In addition to all those kids handing in lab reports (I am hanging out online right now in case they have any questions to e-mail me), tomorrow is the first meeting of the Eastern Electric Vehicle Club that I will attend, having joined over the summer.  I hope to learn a lot!  And, tomorrow is the day Beatles Rock Band is released, along with the re-mastered re-release of the entire Beatles catalog.  My husband is giddy with anticipation.  I am playing Beatles on my iPod to get the songs into my head, in preparation.  Oh yeah, I also have a meeting after school tomorrow and it is the day we’ll get out CSA delivery this week, since Monday was a holiday.

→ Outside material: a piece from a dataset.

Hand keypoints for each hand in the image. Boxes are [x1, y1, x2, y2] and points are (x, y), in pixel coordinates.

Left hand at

So what have I been doing with my “free” evening?  Browsing the internet for fun links:

Enjoy!

Summer’s end

4 September 2009

We started school before Labor Day this year, since Labor Day isn’t until September 7 and that is kindof “late.”  So I just finished off a great first week of school, and am now having a last fling of summer as we have a four-day weekend, in honor of Labor Day.  I am not sure why we need four days off, but I am happily taking it.

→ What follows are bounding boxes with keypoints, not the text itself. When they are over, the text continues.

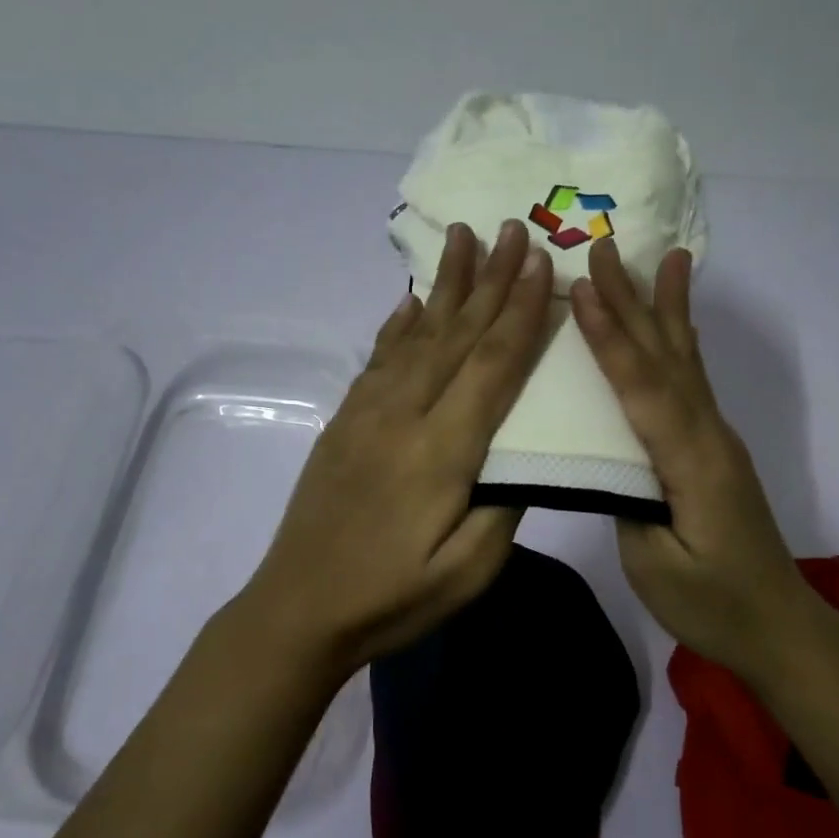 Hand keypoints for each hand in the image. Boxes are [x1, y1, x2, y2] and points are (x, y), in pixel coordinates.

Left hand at [248, 219, 553, 672]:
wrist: (297, 608)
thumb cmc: (392, 598)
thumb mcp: (467, 573)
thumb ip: (504, 507)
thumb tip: (525, 452)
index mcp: (441, 451)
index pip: (491, 365)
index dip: (520, 311)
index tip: (541, 263)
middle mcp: (403, 415)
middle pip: (456, 334)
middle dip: (490, 278)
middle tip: (513, 228)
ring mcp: (367, 413)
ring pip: (416, 334)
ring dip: (445, 284)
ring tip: (463, 237)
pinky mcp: (345, 421)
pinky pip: (379, 357)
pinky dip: (399, 321)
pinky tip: (411, 299)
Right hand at [571, 239, 820, 685]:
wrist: (780, 627)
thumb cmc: (713, 605)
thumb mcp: (655, 564)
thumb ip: (627, 498)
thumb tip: (606, 453)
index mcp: (691, 462)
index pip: (642, 388)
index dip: (610, 337)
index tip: (584, 287)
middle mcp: (708, 436)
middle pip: (665, 357)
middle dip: (633, 300)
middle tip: (608, 247)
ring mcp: (715, 439)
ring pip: (685, 361)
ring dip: (666, 307)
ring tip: (668, 257)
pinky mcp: (713, 449)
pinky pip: (691, 382)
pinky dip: (679, 343)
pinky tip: (677, 326)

Anyway, I have three Physics 1 classes, at our lowest level (“conceptual”) and one AP Physics C class, which consists of students who have all had one year of physics already and who should be taking calculus this year.  My physics 1 classes all have a really nice number of students in them (in the 17 to 20 range), where they all fit into the classroom well, I can make a reasonable number of approximately 3-person groups, and where they are still pretty manageable when I use my loud teacher voice.  My AP Physics class is adorable, enthusiastic, and split evenly between boys and girls, a first in my career!  I have 12 kids in that class and they all passed the first quiz (yesterday) and I am working on teambuilding with them.  My idea is that if we do teambuilding then the kids will all support each other through the tough bits and nobody will drop out of the class.  Of course, I have already had four kids drop AP Physics, one who I never met and one who shouldn’t have been in there in the first place among them.  But maybe nobody else will drop out!

As I contemplated the fact that I had Friday off this week, and having gotten my lesson plans for next week 75% done already (though now in need of some revision, as the president’s speech has been moved to noon instead of 1 PM), the following thought crossed my mind:  I wonder what they are picking at Mood’s this week?

Mood’s is the u-pick farm we’ve been getting our berries from this summer.  It turns out they are picking a lot: giant peaches (think giant like California Navel orange, not like the Roald Dahl book), pears, apples, plums, raspberries, and blackberries.  So I decided that I needed to make another raspberry pie.

I came home at about noon with 6.4 lbs raspberries, 5 lbs damson plums, an apple cider donut in my belly (they make the best donuts at Mood’s…but I have learned now to buy just one, not a bag of six!), and some garlic.  I picked up the plums and the garlic at their market, and 5 lbs plums for $7 still seems like a deal, even though I did not pick them myself.  I am thinking raspberry pie, plum-raspberry jam, and frozen raspberries…for future deliciousness!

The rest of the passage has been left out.